Pose estimation data:
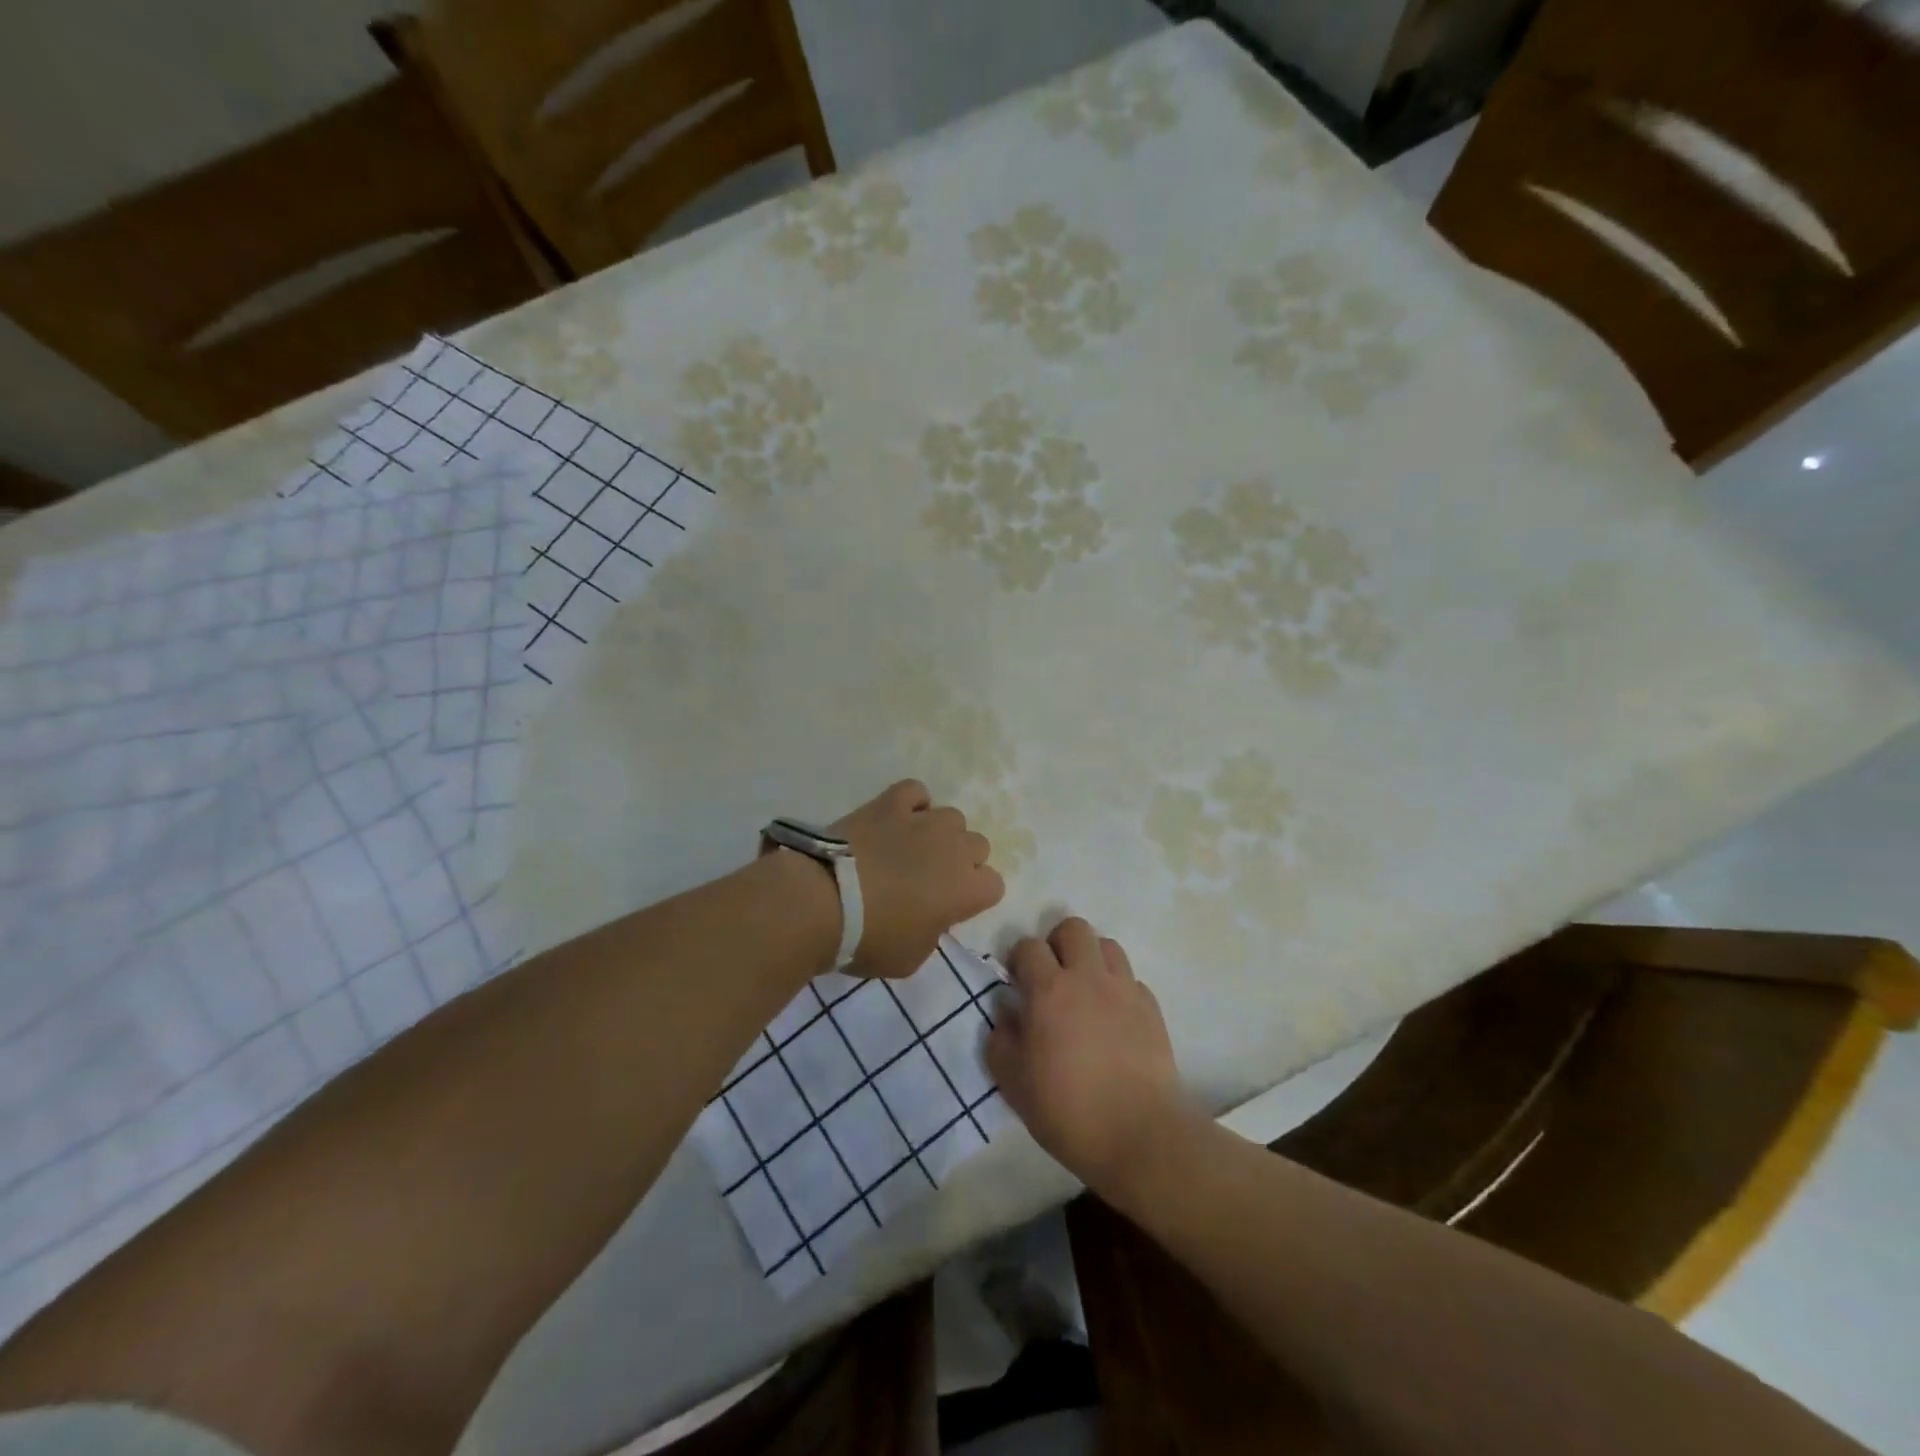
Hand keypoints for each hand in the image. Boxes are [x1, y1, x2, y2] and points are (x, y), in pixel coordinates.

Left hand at [827, 779, 1003, 978]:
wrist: (824, 901)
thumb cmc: (870, 939)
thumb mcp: (911, 957)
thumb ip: (932, 932)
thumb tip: (929, 915)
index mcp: (966, 889)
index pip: (994, 885)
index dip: (975, 896)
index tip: (952, 907)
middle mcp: (954, 848)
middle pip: (978, 845)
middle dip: (961, 860)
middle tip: (931, 878)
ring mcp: (923, 821)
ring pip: (952, 817)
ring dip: (939, 832)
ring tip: (912, 847)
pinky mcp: (891, 803)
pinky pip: (915, 792)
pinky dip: (912, 803)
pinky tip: (897, 818)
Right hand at [986, 918, 1197, 1195]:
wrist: (1139, 1133)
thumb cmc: (1067, 1110)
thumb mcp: (1014, 1083)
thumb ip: (1001, 1041)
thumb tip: (1005, 1014)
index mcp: (1049, 990)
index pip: (1029, 946)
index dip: (1019, 959)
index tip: (1017, 982)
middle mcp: (1087, 977)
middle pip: (1073, 928)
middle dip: (1057, 943)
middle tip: (1052, 976)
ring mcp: (1124, 989)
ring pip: (1107, 945)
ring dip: (1091, 959)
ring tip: (1085, 990)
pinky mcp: (1151, 1007)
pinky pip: (1131, 979)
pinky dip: (1118, 988)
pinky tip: (1113, 1018)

[Work required] For every line above with the word "index" in it, make a copy.

[Exercise solution]
index mcp: (966, 889)
index pip: (994, 885)
index dip: (975, 896)
index tip: (952, 907)
index mcp: (1049, 990)
index pip: (1029, 946)
index dip: (1019, 959)
index tip: (1017, 982)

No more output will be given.